In that spirit I will point out in many ways why YAPF sucks and can use some improvements, if not replacement. But I am also aware that all existing alternatives suck even more. So if I sound like an ungrateful b******, I really don't mean to.
The (hopefully) attached savegame illustrates the problem I personally like to tinker with. How to move the most ridiculous amount of bulk goods over the longest possible distance. Sadly, the game always disintegrates after some time due to YAPF.
If you let the safegame run for a while, you will notice a large number of "lost" trains that shouldn't get lost. In particular, trains leaving the "North End" tend to get lost at a fairly high rate. AFAICS almost all of those trains should be able to reach their destinations without a problem. There may be a couple of exceptions, but those get lost between the false positives.
If you run the game a while longer, you will notice that trains start to accumulate at certain depots and keep trying to leave the depot towards the nearest "Wrong Way" sign, reverse back into the depot and try again. Trains taking an obviously stupid happen all the time, but at this stage my network is large enough to completely confuse YAPF. Ick.
And of course there is the performance issue as well. This particular savegame isn't so bad, but on occasions I have stopped playing because the performance became unbearable and I suppose that YAPF is the cause.
So much for the motivation. Let us take a look at the design next.
A* considered harmful
AFAICS YAPF still uses the A* algorithm, plus a large number of optimizations that help performance and hurt understanding of the code - along with ease of modifications, finding and fixing bugs, etc. Ignoring the optimizations, A* is rightfully considered the best algorithm for finding a path on a map. However, that is not how OpenTTD uses A*.
A* is a good algorithm for finding _one_ path _once_. If OpenTTD invoked A* once every time a trains leaves a station to find the path to the next, that would be fine. But instead it redoes the complete pathfinding calculation over and over again, whenever it encounters another intersection. Plus, OpenTTD invokes A* for a potentially large number of trains operating on the same map. As a result, A* tends to redo the same work many times over. I would expect it to perform just as bad as it does in reality.
Now adding optimizations on top of A* does not really change any of this. A* still has to redo most calculations and the bulk of time is spent redoing work that has been done many times before. Plus, their drawbacks on the maintenance-side can help explain some of the problems seen in my savegame. I would be surprised if many others played the game the same way I do. And as always, untested code and untested scenarios tend to give unwanted results.
The shining solution
Or not so shining. Not even a solution at all yet. It still mostly handwaving, really. And in particular it is a very special solution for my very special style of playing. I believe it can be generalized sufficiently to suit others as well. But when explaining the principle, it helps to keep it simple.
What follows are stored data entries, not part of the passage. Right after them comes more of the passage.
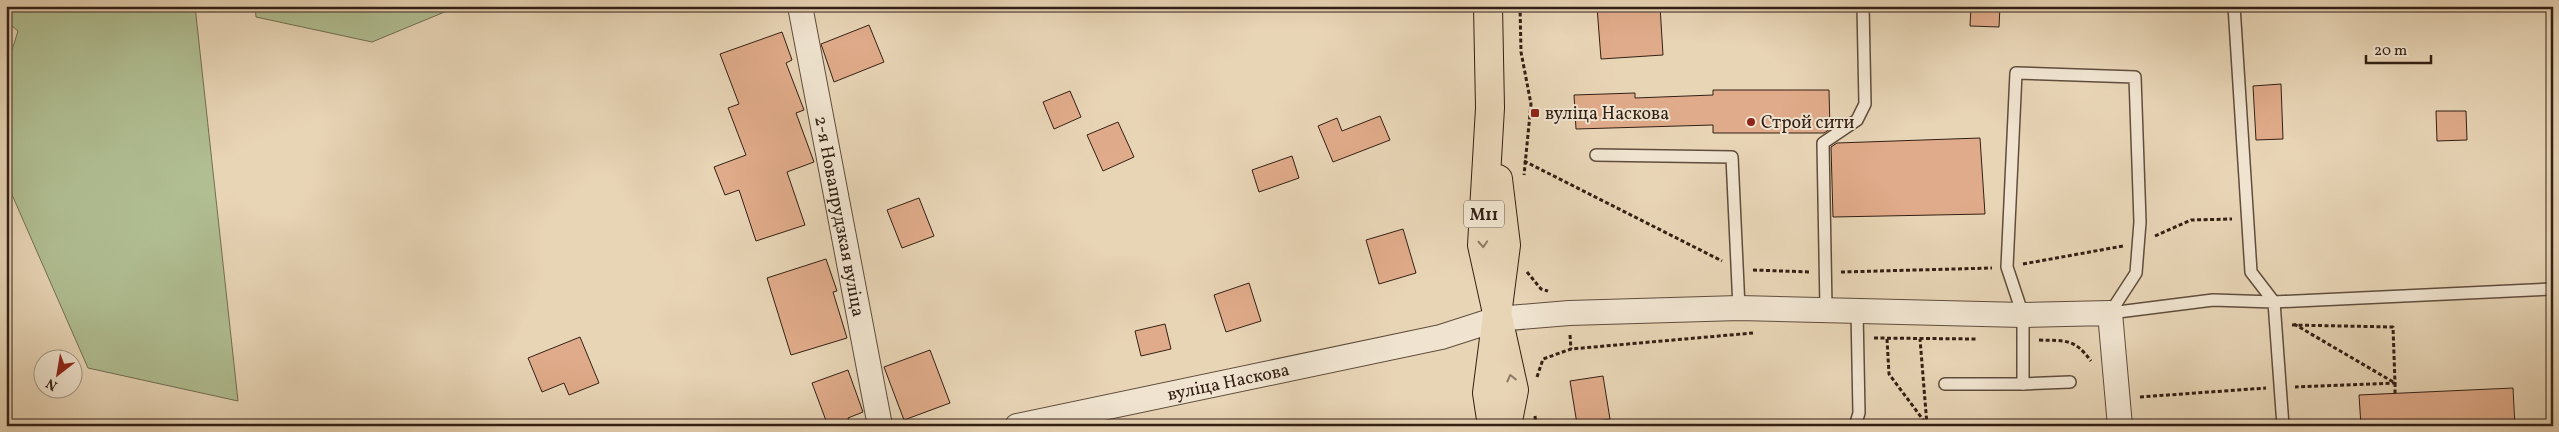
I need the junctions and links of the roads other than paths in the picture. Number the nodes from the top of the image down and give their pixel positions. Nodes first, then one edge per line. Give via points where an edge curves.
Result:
1 (800, 6) edge
2 (1488, 6) edge
3 (1863, 6) edge
4 (2234, 6) edge
5 (1596, 155) dead end
6 (2553, 289) edge
7 (2274, 302) junction
8 (1739, 308) junction
9 (1826, 308) junction
10 (1857, 311) junction
11 (2023, 314) junction
12 (2110, 314) junction
13 (1497, 319) junction
14 (2070, 382) dead end
15 (1945, 384) dead end
16 (2023, 384) junction
17 (880, 426) edge
18 (1017, 426) edge
19 (1492, 426) edge
20 (1507, 426) edge
21 (1855, 426) edge
22 (2120, 426) edge
23 (2282, 426) edge

1 - 17 street, 2-я Новапрудзкая вуліца
2 - 13 main road, М11 via 1490,108 1482,245
3 - 9 lane via 1865,104 1857,120 1823,143
4 - 7 lane via 2251,272
5 - 8 lane via 1732,157
6 - 7 lane
7 - 12 lane via 2214,300
7 - 23 lane
8 - 9 street, вуліца Наскова
8 - 13 street, вуліца Наскова via 1569,313
9 - 10 street, вуліца Наскова
10 - 11 street, вуліца Наскова
10 - 21 lane via 1859,413
11 - 12 street, вуліца Наскова
11 - 12 lane via 2007,267 2016,73 2135,77 2140,222 2136,273
11 - 16 lane
12 - 22 street
13 - 18 street, вуліца Наскова via 1441,337
13 - 19 main road, М11 via 1487,393
20 -> 13 main road, М11 via 1514,390
14 - 16 lane
15 - 16 lane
Main idea is, as so often, to cache results. So we create a graph of the map, consising of two types of nodes: Waypoints and Others. Graph is directed, so each node has a list of predecessor nodes (nodes from which a train may reach it) and a list of successor nodes (nodes that can be reached from here).
Next we assign a cost estimate to each edge. One option is to take the distance between the two nodes.
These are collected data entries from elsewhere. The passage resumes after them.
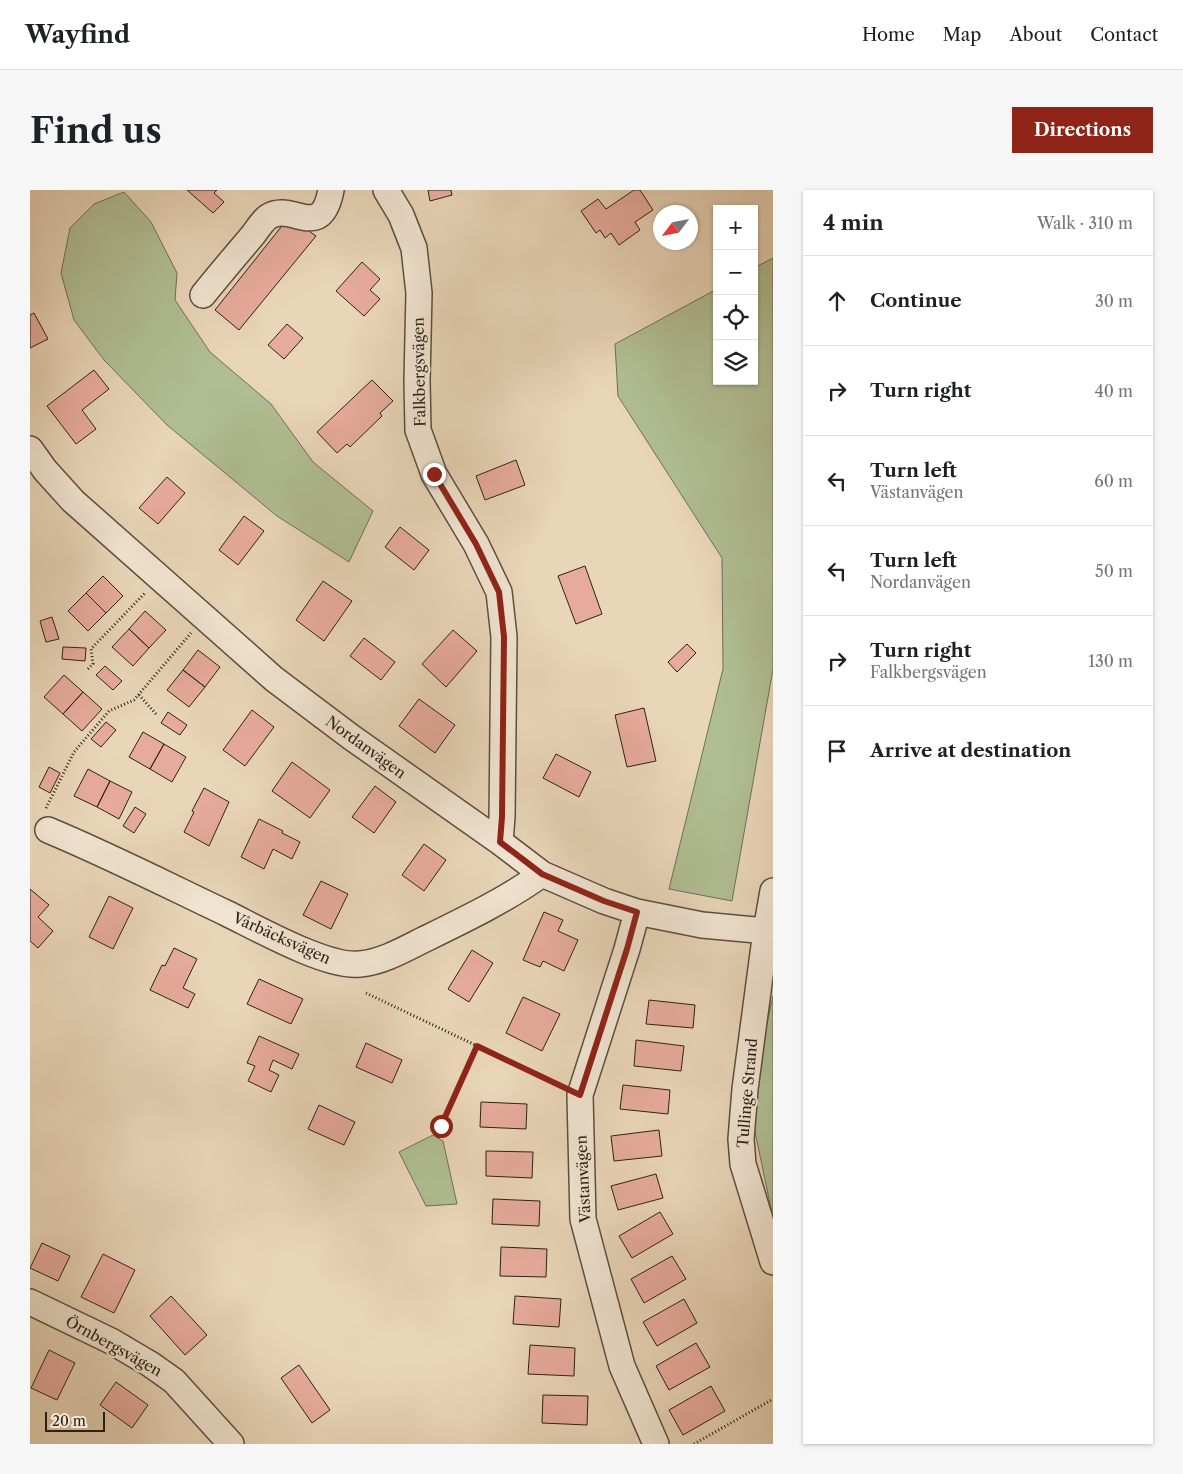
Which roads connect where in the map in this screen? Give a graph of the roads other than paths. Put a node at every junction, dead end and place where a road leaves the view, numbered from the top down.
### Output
1 (331, 190) edge
2 (386, 190) edge
3 (203, 295) dead end
4 (30, 450) edge
5 (46, 820) road end
6 (500, 842) junction
7 (542, 874) junction
8 (773, 891) edge
9 (637, 912) junction
10 (766, 931) junction
11 (773, 1262) edge
12 (30, 1302) edge
13 (231, 1444) edge
14 (656, 1444) edge

1 - 3 street
2 - 6 street, Falkbergsvägen
4 - 6 street, Nordanvägen
5 - 7 street, Vårbäcksvägen
6 - 7 street, Nordanvägen
7 - 9 street, Nordanvägen
8 - 10 street, Tullinge Strand
9 - 10 street, Nordanvägen
9 - 14 street, Västanvägen
10 - 11 street, Tullinge Strand
12 - 13 street, Örnbergsvägen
Next step is to sum up the cost estimates for each waypoint. Afterwards each node should have a list of reachable waypoints, along with the cost towards these. Sample pseudocode:
Code: Select all
for (each waypoint) {
set waypoint cost to 0
add waypoint to temp list;
for (each node on temp list) {
for (each predecessor of node) {
set waypoint cost to this node's cost plus predecessor->node cost;
if (predecessor already had lower waypoint cost)
restore old waypoint cost;
else
add predecessor to temp list;
}
}
}
The not so shining details
Construction
Obviously, when the map changes we need to redo the calculations above. One can play some optimization games here as well. An easy one is not to recalculate immediately but wait a short moment.
Congestion
The cost estimate can take this into account and f.e. double the cost estimate for an edge if it is currently occupied. Congestion changes over time, but it doesn't chance all that fast. So it should be sufficient to redo the cost calculation every so often and still have a fairly good estimate.
How to pick nodes
Noticed that I didn't specify this before? An obvious solution would be intersections. But my savegame illustrates that tens of thousands of intersactions are rather possible. For my particular map, signals would be a good choice. But maps with insane numbers of signals are possible as well.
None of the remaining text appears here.